*Extracted entries*
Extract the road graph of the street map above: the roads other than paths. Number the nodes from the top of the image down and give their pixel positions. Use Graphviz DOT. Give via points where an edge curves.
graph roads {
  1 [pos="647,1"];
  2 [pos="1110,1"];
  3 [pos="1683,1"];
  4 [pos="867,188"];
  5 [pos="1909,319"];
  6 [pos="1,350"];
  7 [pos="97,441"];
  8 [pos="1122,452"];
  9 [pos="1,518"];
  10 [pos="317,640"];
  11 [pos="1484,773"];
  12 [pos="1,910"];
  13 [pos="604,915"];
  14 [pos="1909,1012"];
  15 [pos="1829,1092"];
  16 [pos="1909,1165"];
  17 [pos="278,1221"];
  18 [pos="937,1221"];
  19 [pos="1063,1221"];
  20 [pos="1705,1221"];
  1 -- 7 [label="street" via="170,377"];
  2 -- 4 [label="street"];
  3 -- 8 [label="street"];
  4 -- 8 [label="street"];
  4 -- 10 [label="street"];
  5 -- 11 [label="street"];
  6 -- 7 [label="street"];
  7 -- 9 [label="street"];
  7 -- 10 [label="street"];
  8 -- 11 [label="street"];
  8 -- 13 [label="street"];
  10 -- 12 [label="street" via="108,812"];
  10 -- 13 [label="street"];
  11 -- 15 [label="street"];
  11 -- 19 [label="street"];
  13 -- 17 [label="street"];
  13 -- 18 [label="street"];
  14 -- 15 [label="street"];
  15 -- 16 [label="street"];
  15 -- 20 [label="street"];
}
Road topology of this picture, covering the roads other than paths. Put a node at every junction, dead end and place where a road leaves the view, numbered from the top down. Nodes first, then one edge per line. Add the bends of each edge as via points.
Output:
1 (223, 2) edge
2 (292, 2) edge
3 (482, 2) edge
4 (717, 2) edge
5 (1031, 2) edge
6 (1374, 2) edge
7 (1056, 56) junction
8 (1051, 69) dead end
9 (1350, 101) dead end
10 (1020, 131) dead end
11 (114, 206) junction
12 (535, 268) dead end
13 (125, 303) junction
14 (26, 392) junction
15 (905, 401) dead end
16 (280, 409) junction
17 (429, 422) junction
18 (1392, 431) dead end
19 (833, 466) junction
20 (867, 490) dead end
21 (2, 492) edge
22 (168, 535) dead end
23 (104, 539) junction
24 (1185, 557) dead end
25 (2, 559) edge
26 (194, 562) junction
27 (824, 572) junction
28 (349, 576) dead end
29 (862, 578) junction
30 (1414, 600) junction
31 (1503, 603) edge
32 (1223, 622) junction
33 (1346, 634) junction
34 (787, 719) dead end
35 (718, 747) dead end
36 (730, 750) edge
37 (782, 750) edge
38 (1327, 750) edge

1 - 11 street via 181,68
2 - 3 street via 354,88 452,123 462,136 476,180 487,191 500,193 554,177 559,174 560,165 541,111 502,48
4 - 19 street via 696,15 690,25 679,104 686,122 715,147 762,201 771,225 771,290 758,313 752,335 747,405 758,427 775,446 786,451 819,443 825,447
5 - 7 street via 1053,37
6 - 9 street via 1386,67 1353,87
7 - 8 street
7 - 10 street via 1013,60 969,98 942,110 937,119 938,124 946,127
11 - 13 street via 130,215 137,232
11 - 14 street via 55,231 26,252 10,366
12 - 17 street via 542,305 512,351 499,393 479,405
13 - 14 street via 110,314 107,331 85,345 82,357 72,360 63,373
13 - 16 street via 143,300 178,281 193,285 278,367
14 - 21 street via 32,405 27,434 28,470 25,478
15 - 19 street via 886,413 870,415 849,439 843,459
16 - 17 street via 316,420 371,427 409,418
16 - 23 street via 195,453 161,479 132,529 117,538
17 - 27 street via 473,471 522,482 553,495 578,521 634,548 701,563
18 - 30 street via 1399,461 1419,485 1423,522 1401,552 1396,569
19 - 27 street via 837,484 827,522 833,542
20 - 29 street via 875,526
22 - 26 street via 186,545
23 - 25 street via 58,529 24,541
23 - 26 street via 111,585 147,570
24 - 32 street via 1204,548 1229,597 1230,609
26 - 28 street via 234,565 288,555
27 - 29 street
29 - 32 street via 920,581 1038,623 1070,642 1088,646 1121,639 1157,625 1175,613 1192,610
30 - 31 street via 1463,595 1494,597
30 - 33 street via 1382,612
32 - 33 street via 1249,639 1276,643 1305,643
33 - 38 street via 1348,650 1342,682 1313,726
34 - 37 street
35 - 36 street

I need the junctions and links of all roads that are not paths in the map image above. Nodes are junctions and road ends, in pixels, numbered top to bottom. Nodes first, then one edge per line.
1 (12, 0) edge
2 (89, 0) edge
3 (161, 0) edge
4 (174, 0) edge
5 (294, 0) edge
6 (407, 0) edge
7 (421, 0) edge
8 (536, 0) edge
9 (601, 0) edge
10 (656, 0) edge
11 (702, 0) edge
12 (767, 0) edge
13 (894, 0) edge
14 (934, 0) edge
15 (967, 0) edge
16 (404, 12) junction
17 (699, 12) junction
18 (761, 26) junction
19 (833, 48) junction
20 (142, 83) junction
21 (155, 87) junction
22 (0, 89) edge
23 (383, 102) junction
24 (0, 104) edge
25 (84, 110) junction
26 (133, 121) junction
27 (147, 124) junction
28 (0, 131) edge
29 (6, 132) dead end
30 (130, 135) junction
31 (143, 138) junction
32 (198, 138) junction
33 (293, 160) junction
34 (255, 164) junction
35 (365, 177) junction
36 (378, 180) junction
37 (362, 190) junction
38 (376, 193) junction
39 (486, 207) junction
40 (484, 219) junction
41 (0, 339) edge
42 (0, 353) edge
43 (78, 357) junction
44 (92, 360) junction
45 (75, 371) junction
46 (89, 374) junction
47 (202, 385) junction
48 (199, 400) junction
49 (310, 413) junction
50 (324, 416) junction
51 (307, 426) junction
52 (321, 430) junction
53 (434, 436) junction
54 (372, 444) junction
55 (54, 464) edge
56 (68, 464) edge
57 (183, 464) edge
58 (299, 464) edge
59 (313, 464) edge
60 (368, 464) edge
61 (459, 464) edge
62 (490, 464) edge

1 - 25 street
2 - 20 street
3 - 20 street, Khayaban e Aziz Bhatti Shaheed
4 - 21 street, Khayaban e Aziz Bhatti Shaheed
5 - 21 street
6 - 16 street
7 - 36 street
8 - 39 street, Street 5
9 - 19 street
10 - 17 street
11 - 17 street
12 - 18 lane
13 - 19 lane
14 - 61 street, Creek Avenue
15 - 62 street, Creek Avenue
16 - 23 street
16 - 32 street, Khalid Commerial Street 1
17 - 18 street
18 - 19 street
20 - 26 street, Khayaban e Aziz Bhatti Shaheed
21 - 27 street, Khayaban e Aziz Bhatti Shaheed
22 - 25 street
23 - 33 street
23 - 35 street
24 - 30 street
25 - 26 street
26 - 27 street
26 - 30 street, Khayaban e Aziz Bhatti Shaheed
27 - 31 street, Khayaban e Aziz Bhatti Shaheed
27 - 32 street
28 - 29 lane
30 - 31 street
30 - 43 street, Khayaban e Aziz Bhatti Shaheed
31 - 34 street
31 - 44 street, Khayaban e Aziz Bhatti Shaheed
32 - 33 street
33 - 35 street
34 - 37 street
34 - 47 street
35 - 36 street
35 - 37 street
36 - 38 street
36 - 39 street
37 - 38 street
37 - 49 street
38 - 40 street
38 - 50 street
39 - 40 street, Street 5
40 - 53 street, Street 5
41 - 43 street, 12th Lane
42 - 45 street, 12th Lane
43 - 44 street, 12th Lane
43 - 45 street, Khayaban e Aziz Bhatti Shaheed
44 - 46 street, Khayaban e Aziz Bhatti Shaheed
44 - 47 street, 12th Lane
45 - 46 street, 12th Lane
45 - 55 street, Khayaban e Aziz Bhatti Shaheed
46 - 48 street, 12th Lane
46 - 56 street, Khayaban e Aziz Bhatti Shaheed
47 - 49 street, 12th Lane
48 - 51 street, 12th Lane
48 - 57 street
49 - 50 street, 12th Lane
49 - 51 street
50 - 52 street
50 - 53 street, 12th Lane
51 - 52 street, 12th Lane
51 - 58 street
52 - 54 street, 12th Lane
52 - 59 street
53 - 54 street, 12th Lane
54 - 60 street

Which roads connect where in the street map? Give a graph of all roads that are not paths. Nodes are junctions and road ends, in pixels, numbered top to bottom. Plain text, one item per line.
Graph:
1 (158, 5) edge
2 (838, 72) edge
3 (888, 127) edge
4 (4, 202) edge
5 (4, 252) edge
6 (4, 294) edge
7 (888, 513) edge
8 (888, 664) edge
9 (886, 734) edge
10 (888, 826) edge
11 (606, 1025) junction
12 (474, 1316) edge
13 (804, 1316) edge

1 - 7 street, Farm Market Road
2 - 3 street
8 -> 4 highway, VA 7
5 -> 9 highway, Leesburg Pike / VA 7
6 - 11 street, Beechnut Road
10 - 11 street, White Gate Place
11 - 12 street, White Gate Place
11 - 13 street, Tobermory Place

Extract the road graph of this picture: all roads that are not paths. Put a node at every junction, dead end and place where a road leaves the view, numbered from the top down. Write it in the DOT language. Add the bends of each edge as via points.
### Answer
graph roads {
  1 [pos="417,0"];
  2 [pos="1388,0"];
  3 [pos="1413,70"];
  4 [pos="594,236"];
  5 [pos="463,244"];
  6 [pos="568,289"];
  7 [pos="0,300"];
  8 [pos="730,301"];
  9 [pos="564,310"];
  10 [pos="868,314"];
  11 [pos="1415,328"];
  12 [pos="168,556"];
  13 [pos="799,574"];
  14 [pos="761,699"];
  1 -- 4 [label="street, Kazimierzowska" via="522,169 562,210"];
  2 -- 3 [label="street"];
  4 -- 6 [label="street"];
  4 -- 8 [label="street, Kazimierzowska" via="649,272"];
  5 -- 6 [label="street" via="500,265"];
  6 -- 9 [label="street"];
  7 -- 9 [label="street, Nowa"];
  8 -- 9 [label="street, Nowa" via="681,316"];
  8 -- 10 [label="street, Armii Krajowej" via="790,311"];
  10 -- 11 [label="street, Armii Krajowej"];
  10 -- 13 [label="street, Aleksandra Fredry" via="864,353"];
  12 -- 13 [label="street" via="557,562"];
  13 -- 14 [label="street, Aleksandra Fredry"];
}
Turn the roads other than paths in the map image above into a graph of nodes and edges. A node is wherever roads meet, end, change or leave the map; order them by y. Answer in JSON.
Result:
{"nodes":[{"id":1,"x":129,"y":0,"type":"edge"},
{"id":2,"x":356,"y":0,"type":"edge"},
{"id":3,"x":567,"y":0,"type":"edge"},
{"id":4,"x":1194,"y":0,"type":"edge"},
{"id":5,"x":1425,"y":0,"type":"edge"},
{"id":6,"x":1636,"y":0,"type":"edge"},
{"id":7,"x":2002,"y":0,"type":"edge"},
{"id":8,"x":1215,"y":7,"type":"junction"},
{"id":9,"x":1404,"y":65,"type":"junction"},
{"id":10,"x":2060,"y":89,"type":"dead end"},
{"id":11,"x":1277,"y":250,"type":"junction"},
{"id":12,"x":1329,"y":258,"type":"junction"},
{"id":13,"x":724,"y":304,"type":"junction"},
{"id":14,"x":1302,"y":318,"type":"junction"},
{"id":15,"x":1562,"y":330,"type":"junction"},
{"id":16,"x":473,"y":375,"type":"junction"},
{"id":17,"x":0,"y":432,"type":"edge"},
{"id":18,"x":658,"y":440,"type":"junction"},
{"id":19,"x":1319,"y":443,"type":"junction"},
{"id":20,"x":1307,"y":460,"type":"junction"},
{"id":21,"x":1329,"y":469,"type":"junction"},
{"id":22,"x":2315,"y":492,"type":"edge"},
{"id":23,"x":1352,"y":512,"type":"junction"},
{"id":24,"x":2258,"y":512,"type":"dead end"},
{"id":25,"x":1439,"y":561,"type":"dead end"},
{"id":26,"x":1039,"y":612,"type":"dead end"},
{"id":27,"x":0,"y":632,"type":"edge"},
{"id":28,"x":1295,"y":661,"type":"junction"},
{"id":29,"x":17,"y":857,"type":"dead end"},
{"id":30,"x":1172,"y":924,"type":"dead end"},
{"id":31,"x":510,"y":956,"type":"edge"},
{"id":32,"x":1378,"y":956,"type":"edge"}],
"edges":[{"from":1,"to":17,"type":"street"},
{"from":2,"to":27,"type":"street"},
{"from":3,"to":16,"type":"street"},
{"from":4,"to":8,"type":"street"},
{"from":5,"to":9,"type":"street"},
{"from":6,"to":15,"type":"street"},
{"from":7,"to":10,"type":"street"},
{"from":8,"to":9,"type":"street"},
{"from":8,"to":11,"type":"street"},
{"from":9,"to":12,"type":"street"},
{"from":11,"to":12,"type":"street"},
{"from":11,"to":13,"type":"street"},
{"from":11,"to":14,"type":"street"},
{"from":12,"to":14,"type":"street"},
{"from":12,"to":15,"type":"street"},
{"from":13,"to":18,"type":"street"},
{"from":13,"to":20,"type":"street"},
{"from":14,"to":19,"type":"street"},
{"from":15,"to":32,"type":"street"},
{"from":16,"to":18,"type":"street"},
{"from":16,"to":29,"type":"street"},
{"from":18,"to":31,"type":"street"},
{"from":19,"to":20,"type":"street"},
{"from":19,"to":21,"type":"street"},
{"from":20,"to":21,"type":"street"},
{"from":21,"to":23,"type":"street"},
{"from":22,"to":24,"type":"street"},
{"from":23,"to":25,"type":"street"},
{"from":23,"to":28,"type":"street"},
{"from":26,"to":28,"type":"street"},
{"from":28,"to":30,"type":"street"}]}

*Work required*
Report each line of the entries where the word "Gate" occurs.

*Answer*
10 - 11 street, White Gate Place
11 - 12 street, White Gate Place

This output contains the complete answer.